● **Task description**: Copy out each line from the material where the word "Pace" is found.
▬▬▬
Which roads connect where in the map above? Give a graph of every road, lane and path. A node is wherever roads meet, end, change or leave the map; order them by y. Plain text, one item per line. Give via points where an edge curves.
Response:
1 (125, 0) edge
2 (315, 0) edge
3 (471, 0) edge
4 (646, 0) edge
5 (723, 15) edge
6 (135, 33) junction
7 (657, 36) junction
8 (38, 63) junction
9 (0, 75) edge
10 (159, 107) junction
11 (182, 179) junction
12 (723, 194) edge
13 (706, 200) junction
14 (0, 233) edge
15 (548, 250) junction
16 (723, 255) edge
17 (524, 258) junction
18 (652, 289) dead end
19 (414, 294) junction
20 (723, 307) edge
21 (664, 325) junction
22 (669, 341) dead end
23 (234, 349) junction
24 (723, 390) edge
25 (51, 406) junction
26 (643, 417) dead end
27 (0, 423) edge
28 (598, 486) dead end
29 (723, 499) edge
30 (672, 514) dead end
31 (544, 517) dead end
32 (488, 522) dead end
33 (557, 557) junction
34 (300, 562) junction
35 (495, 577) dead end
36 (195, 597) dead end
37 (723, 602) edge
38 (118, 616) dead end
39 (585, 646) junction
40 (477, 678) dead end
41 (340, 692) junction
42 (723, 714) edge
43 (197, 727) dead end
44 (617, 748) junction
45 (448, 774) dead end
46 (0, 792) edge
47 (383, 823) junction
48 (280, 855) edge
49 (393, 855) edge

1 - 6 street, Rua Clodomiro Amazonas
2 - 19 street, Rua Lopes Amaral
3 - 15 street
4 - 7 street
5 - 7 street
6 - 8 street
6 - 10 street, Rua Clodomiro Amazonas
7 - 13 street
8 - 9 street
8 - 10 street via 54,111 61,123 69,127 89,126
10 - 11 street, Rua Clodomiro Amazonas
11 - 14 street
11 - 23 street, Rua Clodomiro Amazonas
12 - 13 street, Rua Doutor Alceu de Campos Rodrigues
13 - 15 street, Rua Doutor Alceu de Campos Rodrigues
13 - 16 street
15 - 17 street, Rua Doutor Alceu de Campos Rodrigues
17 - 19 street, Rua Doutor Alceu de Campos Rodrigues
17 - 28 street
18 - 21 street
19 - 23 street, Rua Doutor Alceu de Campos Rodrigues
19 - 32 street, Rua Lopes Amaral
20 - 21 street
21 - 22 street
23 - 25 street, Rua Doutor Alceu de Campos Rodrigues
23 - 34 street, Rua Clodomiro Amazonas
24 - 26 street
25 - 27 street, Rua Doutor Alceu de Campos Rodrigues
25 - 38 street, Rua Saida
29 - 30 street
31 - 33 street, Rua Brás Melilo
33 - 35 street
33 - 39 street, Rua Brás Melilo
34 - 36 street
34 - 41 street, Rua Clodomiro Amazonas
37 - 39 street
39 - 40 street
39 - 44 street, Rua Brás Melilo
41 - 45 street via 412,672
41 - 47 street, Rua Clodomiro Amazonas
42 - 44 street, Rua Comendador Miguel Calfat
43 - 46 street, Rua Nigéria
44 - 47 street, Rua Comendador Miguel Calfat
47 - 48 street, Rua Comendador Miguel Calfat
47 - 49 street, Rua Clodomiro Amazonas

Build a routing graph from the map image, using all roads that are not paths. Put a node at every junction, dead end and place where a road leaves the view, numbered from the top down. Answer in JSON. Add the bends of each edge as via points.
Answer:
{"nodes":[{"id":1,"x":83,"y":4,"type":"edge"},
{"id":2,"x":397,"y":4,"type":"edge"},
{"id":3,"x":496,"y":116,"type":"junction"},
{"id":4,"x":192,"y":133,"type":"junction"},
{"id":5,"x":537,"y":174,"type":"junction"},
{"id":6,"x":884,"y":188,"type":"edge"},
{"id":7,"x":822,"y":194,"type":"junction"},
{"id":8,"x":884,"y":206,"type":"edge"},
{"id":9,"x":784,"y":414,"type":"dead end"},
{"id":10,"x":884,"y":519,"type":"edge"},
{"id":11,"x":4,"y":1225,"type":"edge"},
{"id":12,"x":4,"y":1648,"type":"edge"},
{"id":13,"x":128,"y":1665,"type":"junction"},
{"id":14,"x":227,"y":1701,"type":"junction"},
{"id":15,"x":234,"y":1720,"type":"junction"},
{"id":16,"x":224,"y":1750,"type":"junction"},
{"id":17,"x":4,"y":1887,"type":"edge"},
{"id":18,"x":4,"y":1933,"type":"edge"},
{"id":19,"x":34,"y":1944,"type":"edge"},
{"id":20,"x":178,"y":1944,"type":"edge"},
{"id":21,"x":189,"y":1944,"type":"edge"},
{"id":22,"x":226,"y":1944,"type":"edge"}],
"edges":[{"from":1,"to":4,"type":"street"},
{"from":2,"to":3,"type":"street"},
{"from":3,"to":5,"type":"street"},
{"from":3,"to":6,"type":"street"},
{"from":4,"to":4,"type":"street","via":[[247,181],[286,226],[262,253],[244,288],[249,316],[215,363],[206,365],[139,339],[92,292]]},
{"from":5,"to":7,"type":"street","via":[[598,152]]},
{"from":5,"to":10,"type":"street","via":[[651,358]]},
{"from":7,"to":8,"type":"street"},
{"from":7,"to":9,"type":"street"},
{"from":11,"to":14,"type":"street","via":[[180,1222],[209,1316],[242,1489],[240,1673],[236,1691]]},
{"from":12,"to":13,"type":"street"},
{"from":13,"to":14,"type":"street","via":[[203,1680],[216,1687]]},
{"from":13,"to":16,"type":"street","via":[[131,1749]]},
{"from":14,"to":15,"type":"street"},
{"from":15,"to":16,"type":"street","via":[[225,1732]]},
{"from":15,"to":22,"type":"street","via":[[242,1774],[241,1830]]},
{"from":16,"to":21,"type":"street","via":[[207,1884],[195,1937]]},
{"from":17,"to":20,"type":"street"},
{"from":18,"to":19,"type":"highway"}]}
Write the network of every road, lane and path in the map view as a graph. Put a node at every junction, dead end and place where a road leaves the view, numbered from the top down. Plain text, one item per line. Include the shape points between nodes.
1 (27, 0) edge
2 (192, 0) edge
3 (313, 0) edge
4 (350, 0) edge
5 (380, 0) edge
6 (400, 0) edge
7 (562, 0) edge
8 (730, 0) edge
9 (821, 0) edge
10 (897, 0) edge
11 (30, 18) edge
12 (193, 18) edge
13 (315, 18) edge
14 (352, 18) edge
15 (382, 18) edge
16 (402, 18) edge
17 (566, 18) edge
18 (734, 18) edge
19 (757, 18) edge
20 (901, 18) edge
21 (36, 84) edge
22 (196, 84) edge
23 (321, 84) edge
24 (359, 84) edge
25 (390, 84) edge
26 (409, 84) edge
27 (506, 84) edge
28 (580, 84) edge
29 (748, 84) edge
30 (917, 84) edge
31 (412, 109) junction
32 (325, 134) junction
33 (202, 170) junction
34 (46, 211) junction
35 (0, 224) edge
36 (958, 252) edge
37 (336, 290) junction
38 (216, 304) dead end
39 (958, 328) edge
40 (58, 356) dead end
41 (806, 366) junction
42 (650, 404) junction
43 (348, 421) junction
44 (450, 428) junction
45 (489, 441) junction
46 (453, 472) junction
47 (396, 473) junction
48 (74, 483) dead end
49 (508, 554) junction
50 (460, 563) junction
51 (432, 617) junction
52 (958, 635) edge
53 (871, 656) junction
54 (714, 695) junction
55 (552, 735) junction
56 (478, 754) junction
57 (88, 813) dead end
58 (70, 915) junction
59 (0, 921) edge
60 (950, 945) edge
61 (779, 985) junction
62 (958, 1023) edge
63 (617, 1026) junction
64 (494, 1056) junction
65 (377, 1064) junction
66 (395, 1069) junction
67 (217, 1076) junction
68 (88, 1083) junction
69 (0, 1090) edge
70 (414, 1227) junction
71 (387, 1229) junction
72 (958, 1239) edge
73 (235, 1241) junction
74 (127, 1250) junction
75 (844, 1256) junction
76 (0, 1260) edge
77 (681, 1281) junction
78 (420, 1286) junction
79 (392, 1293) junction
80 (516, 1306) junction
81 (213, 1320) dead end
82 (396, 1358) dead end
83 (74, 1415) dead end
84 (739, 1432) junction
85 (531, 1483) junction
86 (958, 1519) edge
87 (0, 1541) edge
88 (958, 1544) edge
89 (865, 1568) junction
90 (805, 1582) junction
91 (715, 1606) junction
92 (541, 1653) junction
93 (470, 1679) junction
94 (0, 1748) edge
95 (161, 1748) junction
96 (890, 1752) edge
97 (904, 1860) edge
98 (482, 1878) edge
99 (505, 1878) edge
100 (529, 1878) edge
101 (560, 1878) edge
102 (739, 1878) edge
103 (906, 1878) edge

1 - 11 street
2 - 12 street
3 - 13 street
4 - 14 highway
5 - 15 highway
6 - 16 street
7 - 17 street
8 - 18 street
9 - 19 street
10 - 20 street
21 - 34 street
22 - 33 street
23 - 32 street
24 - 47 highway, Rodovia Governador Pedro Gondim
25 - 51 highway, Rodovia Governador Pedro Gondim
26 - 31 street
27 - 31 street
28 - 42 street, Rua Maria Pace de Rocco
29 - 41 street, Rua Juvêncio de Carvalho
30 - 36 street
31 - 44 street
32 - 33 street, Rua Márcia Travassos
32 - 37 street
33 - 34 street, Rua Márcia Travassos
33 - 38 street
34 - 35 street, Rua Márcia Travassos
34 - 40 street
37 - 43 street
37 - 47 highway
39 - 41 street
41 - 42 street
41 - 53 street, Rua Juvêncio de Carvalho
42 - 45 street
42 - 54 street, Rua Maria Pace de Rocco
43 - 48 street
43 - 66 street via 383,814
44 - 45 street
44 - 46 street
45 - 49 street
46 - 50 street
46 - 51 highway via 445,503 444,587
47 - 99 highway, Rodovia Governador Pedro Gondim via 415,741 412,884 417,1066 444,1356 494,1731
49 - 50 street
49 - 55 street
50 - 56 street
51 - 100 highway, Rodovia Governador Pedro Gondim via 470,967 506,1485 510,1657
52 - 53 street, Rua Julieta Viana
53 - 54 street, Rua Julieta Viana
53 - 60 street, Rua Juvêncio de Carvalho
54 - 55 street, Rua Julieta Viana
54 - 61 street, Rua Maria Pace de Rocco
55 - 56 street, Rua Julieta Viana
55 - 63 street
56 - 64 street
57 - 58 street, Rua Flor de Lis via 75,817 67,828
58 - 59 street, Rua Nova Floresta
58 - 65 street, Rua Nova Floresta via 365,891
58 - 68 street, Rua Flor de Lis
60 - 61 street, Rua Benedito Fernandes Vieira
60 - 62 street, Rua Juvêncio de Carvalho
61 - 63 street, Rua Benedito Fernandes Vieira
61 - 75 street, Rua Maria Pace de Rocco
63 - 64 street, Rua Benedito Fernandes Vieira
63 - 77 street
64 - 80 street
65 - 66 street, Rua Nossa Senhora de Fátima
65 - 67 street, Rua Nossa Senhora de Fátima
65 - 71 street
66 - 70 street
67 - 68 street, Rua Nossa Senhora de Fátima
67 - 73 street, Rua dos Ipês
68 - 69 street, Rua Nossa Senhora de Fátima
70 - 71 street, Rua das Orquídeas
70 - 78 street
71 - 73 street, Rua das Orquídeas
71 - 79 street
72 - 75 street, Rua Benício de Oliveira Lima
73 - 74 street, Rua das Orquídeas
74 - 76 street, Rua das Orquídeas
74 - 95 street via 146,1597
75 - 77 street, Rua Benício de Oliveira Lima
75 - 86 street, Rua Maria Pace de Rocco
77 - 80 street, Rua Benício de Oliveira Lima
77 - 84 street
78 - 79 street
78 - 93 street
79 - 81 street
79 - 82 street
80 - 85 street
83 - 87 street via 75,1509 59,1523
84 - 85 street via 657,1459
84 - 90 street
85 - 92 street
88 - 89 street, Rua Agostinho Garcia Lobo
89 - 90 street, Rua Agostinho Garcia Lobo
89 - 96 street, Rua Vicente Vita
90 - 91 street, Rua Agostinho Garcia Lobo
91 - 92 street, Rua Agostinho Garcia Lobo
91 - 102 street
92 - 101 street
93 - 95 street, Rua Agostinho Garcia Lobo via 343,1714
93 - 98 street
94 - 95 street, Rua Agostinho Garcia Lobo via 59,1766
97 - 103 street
▬▬▬
● **Your solution**:
28 - 42 street, Rua Maria Pace de Rocco
42 - 54 street, Rua Maria Pace de Rocco
54 - 61 street, Rua Maria Pace de Rocco
61 - 75 street, Rua Maria Pace de Rocco
75 - 86 street, Rua Maria Pace de Rocco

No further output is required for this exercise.